[GIVEN ENTRIES]

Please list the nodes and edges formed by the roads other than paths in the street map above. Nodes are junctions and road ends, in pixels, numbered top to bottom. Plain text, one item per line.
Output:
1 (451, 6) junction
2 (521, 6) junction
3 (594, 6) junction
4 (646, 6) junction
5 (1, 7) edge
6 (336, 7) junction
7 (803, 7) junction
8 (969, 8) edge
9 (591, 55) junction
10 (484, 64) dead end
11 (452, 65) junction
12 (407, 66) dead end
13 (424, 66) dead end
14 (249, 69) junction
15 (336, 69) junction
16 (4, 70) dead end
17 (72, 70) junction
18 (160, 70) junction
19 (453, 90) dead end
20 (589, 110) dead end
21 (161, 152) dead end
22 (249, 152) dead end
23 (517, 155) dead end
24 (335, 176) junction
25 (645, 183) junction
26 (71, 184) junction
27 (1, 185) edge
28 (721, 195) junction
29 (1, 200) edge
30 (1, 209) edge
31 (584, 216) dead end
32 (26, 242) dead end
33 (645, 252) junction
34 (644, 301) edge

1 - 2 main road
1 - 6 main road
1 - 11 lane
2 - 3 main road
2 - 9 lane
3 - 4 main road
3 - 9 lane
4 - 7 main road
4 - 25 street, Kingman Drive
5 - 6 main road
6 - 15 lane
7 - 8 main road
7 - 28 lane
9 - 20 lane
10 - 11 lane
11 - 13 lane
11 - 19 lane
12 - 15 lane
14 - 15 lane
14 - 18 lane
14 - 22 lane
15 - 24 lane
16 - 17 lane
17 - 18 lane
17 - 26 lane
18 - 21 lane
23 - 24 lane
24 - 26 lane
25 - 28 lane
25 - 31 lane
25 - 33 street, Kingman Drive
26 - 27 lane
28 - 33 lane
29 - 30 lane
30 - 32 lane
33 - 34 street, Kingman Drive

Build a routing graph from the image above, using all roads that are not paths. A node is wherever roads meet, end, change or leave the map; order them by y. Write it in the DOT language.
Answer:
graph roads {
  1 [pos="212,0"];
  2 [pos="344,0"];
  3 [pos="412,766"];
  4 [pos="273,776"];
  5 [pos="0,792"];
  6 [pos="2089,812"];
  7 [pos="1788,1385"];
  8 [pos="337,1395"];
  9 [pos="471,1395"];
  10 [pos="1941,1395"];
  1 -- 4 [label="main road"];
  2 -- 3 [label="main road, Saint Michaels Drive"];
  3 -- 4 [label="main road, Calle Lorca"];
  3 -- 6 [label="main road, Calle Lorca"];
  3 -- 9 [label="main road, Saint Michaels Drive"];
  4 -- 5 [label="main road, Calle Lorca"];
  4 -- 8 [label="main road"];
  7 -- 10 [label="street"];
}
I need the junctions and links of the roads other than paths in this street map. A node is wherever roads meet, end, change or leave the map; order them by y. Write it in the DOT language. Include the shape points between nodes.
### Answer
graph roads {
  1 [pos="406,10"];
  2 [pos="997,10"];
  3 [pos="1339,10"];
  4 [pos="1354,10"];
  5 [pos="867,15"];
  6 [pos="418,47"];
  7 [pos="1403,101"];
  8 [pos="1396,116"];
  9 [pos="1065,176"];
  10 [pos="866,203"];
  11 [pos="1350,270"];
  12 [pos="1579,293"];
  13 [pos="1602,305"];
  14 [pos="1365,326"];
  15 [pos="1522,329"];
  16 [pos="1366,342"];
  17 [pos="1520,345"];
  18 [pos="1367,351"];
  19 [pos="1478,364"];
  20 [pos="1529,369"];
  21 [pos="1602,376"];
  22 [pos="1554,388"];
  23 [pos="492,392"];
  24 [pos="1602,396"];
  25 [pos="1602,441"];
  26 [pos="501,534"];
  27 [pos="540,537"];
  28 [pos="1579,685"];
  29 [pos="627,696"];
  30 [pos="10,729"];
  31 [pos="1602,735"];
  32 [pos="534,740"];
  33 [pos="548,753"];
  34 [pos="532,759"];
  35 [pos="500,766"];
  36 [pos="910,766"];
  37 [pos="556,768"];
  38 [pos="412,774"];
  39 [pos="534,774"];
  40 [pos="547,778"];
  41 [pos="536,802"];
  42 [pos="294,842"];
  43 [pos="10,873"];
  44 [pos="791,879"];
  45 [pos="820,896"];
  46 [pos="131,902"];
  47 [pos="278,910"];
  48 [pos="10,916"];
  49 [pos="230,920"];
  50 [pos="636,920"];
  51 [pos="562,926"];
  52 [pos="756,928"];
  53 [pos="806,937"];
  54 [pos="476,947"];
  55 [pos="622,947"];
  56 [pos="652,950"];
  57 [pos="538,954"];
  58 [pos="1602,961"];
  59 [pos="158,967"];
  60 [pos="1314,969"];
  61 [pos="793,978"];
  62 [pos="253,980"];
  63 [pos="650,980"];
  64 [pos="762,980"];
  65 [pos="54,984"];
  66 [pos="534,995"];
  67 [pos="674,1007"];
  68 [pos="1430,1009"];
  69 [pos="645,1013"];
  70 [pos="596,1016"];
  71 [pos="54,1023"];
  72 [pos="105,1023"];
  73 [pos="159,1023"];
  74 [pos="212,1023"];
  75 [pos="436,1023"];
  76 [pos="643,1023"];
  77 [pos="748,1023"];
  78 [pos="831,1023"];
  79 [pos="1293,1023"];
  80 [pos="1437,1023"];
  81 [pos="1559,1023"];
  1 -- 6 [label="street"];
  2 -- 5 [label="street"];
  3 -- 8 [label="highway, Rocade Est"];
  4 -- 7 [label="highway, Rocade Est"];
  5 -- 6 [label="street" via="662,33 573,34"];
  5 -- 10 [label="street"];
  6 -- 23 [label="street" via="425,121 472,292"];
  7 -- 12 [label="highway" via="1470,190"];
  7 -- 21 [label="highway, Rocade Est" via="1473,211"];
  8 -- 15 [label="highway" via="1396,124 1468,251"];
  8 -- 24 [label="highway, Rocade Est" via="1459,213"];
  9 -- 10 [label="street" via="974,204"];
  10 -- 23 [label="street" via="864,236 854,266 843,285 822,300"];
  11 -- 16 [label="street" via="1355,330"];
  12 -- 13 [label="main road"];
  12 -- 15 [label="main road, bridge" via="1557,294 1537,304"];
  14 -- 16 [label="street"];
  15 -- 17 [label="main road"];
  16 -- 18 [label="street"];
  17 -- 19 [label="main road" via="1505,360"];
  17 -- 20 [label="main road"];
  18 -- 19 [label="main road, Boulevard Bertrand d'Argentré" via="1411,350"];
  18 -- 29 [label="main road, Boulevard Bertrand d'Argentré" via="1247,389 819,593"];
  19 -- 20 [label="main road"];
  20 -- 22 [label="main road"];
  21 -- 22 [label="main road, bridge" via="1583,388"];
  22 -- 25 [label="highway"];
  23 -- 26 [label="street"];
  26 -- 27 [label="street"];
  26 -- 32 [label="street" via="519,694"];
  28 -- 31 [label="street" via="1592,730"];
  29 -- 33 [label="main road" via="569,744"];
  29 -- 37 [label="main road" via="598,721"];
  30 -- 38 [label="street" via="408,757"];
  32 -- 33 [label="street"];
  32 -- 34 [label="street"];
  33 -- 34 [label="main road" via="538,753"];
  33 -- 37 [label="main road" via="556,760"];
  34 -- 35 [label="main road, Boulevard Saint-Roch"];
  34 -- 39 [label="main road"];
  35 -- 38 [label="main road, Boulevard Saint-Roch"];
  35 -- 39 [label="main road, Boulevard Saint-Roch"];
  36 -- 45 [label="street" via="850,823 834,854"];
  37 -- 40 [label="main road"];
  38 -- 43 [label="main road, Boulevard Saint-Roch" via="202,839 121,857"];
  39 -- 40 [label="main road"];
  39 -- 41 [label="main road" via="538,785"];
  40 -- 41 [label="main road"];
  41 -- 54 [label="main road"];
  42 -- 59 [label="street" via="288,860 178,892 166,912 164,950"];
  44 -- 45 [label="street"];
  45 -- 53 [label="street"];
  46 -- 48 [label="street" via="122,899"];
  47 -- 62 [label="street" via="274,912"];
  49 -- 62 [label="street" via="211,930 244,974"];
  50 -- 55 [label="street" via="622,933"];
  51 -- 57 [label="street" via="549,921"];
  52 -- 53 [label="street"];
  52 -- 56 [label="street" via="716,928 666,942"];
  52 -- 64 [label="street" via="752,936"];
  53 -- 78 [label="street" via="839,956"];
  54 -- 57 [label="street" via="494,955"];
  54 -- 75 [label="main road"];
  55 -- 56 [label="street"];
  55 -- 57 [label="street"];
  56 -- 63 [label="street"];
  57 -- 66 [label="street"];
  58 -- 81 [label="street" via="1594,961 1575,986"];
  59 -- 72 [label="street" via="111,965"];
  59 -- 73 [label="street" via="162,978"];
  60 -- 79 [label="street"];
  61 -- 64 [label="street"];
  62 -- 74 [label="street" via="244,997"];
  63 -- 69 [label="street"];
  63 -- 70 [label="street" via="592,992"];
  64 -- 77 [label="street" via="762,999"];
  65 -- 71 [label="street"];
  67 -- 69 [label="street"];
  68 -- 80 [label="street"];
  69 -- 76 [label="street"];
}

[/GIVEN ENTRIES]

◆ WORK REQUEST: Scan the material above. Copy each line where "nodes" occurs.

◆ SOLUTION FOR THIS PROBLEM:
Please list the nodes and edges formed by the roads other than paths in the street map above. Nodes are junctions and road ends, in pixels, numbered top to bottom. Plain text, one item per line.
I need the junctions and links of the roads other than paths in this street map. A node is wherever roads meet, end, change or leave the map; order them by y. Write it in the DOT language. Include the shape points between nodes.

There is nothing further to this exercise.